__Directions for this task__
As you look over the data below, please find each line where the word "Boulevard" appears, then copy it.

[Saved entries]
=== Begin Enclosure ===
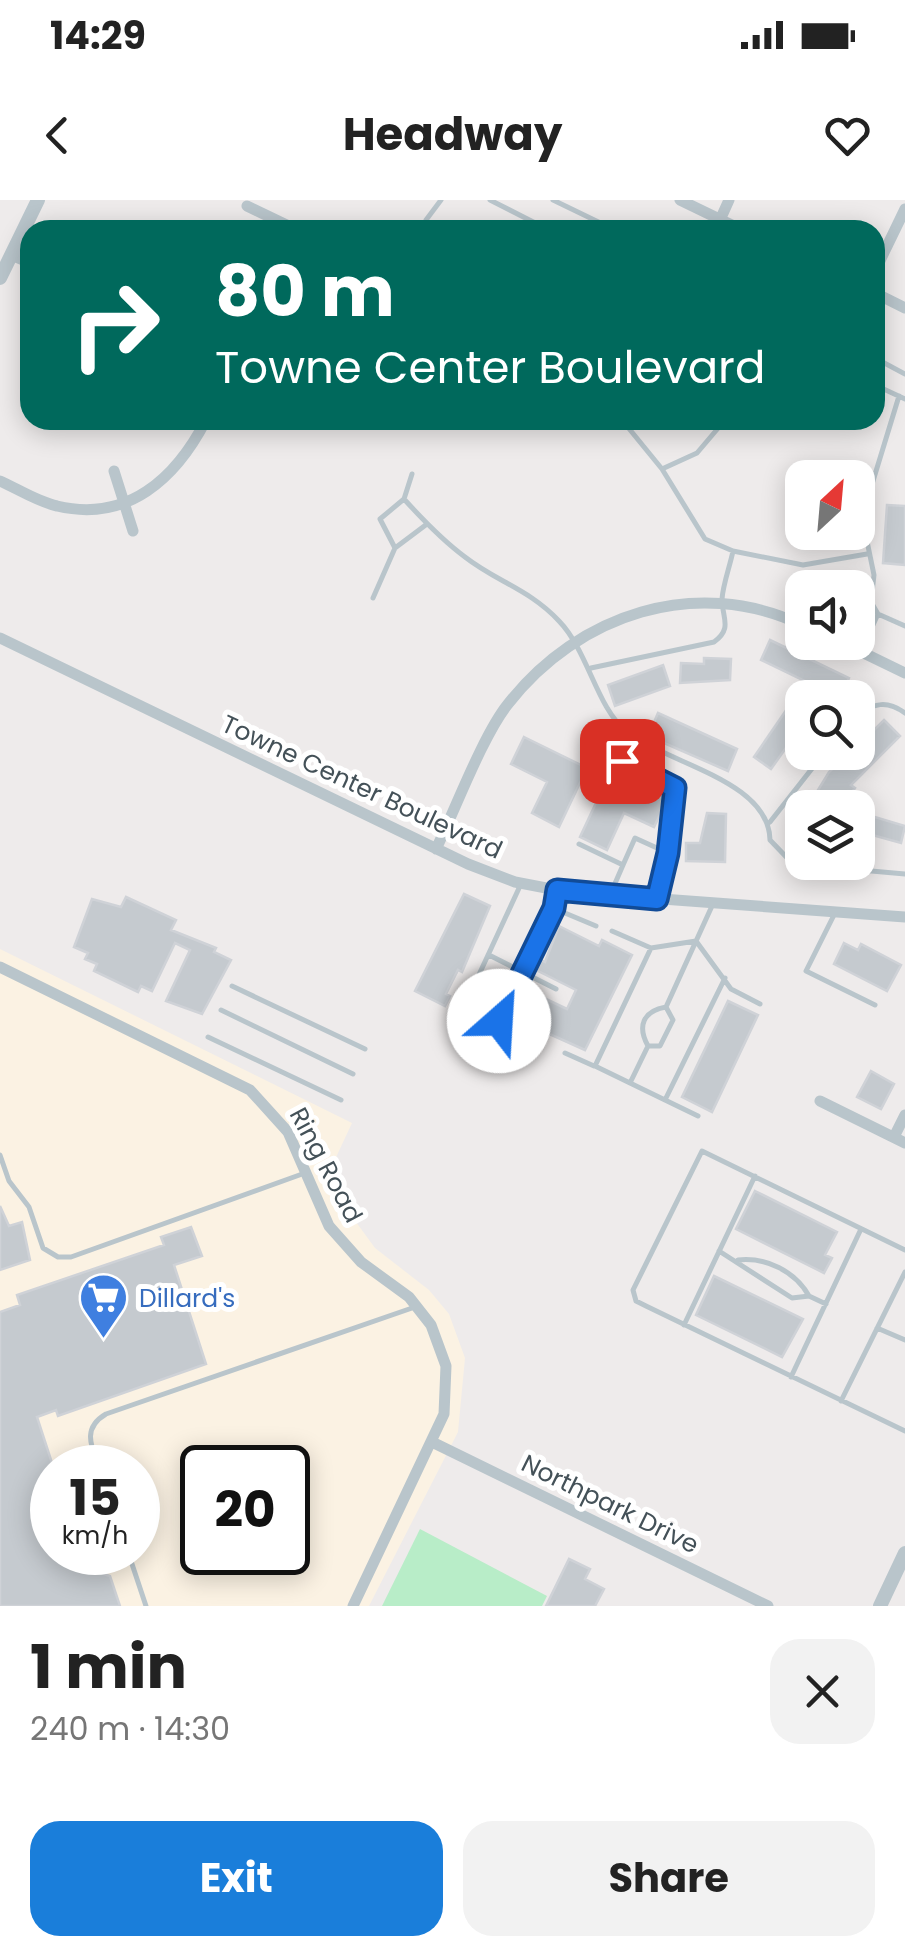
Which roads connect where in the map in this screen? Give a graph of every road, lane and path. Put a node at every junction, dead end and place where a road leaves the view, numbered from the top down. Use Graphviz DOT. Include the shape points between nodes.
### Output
graph roads {
  1 [pos="490,200"];
  2 [pos="553,200"];
  3 [pos="680,200"];
  4 [pos="729,200"];
  5 [pos="247,206"];
  6 [pos="905,209"];
  7 [pos="270,217"];
  8 [pos="269,220"];
  9 [pos="276,220"];
  10 [pos="529,220"];
  11 [pos="594,220"];
  12 [pos="720,220"];
  13 [pos="20,238"];
  14 [pos="885,250"];
  15 [pos="12,255"];
  16 [pos="20,259"];
  17 [pos="0,278"];
  18 [pos="902,397"];
  19 [pos="201,430"];
  20 [pos="630,430"];
  21 [pos="717,430"];
  22 [pos="662,469"];
  23 [pos="114,471"];
  24 [pos="412,474"];
  25 [pos="0,481"];
  26 [pos="404,499"];
  27 [pos="123,502"];
  28 [pos="427,524"];
  29 [pos="133,530"];
  30 [pos="396,548"];
  31 [pos="733,551"];
  32 [pos="867,554"];
  33 [pos="373,598"];
  34 [pos="722,601"];
  35 [pos="878,614"];
  36 [pos="785,620"];
  37 [pos="875,620"];
  38 [pos="905,626"];
  39 [pos="0,638"];
  40 [pos="577,640"];
  41 [pos="875,659"];
  42 [pos="591,668"];
  43 [pos="905,673"];
  44 [pos="875,705"];
  45 [pos="905,712"];
  46 [pos="622,761"];
  47 [pos="811,770"];
  48 [pos="770,822"];
  49 [pos="580,844"];
  50 [pos="436,849"];
  51 [pos="668,853"];
  52 [pos="623,865"];
  53 [pos="905,874"];
  54 [pos="520,883"];
  55 [pos="557,890"];
  56 [pos="610,895"];
  57 [pos="657,899"];
  58 [pos="713,903"];
  59 [pos="554,908"];
  60 [pos="835,912"];
  61 [pos="905,917"];
  62 [pos="596,926"];
  63 [pos="612,931"];
  64 [pos="696,941"];
  65 [pos="651,948"];
  66 [pos="489,956"];
  67 [pos="2,972"];
  68 [pos="522,972"];
  69 [pos="725,978"];
  70 [pos="232,986"];
  71 [pos="556,990"];
  72 [pos="760,1004"];
  73 [pos="876,1005"];
  74 [pos="666,1007"];
  75 [pos="464,1008"];
  76 [pos="220,1010"];
  77 [pos="499,1021"];
  78 [pos="208,1037"];
  79 [pos="648,1046"];
  80 [pos="365,1049"];
  81 [pos="565,1053"];
  82 [pos="595,1066"];
  83 [pos="353,1074"];
  84 [pos="630,1083"];
  85 [pos="341,1100"];
  86 [pos="665,1100"];
  87 [pos="820,1101"];
  88 [pos="905,1115"];
  89 [pos="698,1116"];
  90 [pos="899,1140"];
  91 [pos="0,1155"];
  92 [pos="305,1173"];
  93 [pos="755,1176"];
  94 [pos="861,1229"];
  95 [pos="905,1250"];
  96 [pos="718,1251"];
  97 [pos="738,1260"];
  98 [pos="905,1272"];
  99 [pos="809,1296"];
  100 [pos="826,1304"];
  101 [pos="418,1306"];
  102 [pos="684,1324"];
  103 [pos="877,1328"];
  104 [pos="905,1340"];
  105 [pos="791,1377"];
  106 [pos="841,1401"];
  107 [pos="905,1430"];
  108 [pos="432,1442"];
  109 [pos="93,1445"];
  110 [pos="905,1553"];
  111 [pos="136,1575"];
  112 [pos="146,1606"];
  113 [pos="353,1606"];
  114 [pos="768,1606"];
  115 [pos="880,1606"];
  1 -- 10 [label="lane"];
  2 -- 11 [label="lane"];
  3 -- 12 [label="street"];
  4 -- 12 [label="street"];
  5 -- 7 [label="street"];
  6 -- 14 [label="street"];
  7 -- 8 [label="street"];
  7 -- 9 [label="street"];
  13 -- 15 [label="street"];
  15 -- 16 [label="street"];
  15 -- 17 [label="street"];
  18 -- 32 [label="lane" via="862,517"];
  19 -- 27 [label="street" via="186,458 158,486"];
  20 -- 22 [label="lane"];
  21 -- 22 [label="lane" via="698,453"];
  22 -- 31 [label="lane" via="705,539"];
  23 -- 27 [label="street"];
  24 -- 26 [label="lane"];
  25 -- 27 [label="street" via="55,506 90,510"];
  26 -- 28 [label="lane"];
  26 -- 30 [label="lane" via="380,519"];
  27 -- 29 [label="street"];
  28 -- 30 [label="lane"];
  28 -- 40 [label="lane" via="466,559 531,593"];
  30 -- 33 [label="lane"];
  31 -- 32 [label="lane" via="803,565"];
  31 -- 34 [label="lane"];
  32 -- 35 [label="lane"];
  34 -- 36 [label="street"];
  34 -- 40 [label="street" via="672,603 615,619"];
  34 -- 42 [label="lane" via="728,621 714,642"];
  35 -- 37 [label="lane"];
  35 -- 38 [label="lane"];
  39 -- 50 [label="street, Towne Center Boulevard"];
  40 -- 42 [label="lane"];
  40 -- 50 [label="street" via="506,706"];
  41 -- 43 [label="street"];
  42 -- 48 [label="lane" via="622,729 730,784"];
  44 -- 45 [label="lane"];
  46 -- 51 [label="lane" via="675,788"];
  47 -- 48 [label="lane"];
  48 -- 53 [label="lane" via="770,840 793,864"];
  49 -- 52 [label="lane"];
  50 -- 54 [label="street, Towne Center Boulevard"];
  51 -- 52 [label="lane" via="635,838"];
  51 -- 57 [label="lane"];
  52 -- 56 [label="lane"];
  54 -- 55 [label="street, Towne Center Boulevard"];
  54 -- 66 [label="lane"];
  55 -- 56 [label="street, Towne Center Boulevard"];
  55 -- 59 [label="lane"];
  56 -- 57 [label="street, Towne Center Boulevard"];
  57 -- 58 [label="street, Towne Center Boulevard"];
  58 -- 60 [label="street, Towne Center Boulevard"];
  58 -- 64 [label="lane"];
  59 -- 62 [label="lane"];
  59 -- 68 [label="lane"];
  60 -- 61 [label="street, Towne Center Boulevard"];
  60 -- 73 [label="lane" via="806,971"];
  63 -- 65 [label="lane"];
  64 -- 65 [label="lane"];
  64 -- 69 [label="lane"];
  64 -- 74 [label="lane"];
  65 -- 82 [label="lane"];
  66 -- 68 [label="lane"];
  66 -- 75 [label="lane"];
  67 -- 92 [label="street, Ring Road" via="241,1084 282,1123"];
  68 -- 71 [label="lane"];
  68 -- 77 [label="lane"];
  69 -- 72 [label="lane" via="731,989"];
  69 -- 86 [label="lane"];
  70 -- 80 [label="lane"];
  74 -- 79 [label="lane" via="644,1018 641,1033"];
  74 -- 79 [label="lane" via="674,1020 670,1034 660,1046"];
  76 -- 83 [label="lane"];
  78 -- 85 [label="lane"];
  79 -- 84 [label="lane"];
  81 -- 82 [label="lane"];
  82 -- 84 [label="lane"];
  84 -- 86 [label="lane"];
  86 -- 89 [label="lane"];
  87 -- 90 [label="street"];
  88 -- 90 [label="street"];
  91 -- 92 [label="lane" via="44,1248 58,1258"];
  92 -- 101 [label="street, Ring Road" via="322,1214 350,1251"];
  93 -- 94 [label="lane"];
  93 -- 96 [label="lane"];
  93 -- 102 [label="lane" via="702,1151 658,1237 633,1295"];
  94 -- 95 [label="lane"];
  94 -- 100 [label="lane"];
  96 -- 97 [label="lane"];
  96 -- 102 [label="lane"];
  97 -- 99 [label="lane" via="750,1275 792,1298"];
  97 -- 99 [label="lane" via="757,1258 800,1279"];
  98 -- 103 [label="lane"];
  99 -- 100 [label="lane"];
  100 -- 105 [label="lane"];
  101 -- 108 [label="street, Ring Road" via="446,1366 446,1404"];
  101 -- 109 [label="lane" via="101,1416 90,1434"];
  102 -- 105 [label="lane"];
  103 -- 104 [label="lane"];
  103 -- 106 [label="lane"];
  105 -- 106 [label="lane"];
  106 -- 107 [label="lane"];
  108 -- 113 [label="street, Ring Road"];
  108 -- 114 [label="street, Northpark Drive"];
  110 -- 115 [label="street"];
  111 -- 112 [label="lane"];
}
=== End Enclosure ===
__Answer section__
  39 -- 50 [label="street, Towne Center Boulevard"];
  50 -- 54 [label="street, Towne Center Boulevard"];
  54 -- 55 [label="street, Towne Center Boulevard"];
  55 -- 56 [label="street, Towne Center Boulevard"];
  56 -- 57 [label="street, Towne Center Boulevard"];
  57 -- 58 [label="street, Towne Center Boulevard"];
  58 -- 60 [label="street, Towne Center Boulevard"];
  60 -- 61 [label="street, Towne Center Boulevard"];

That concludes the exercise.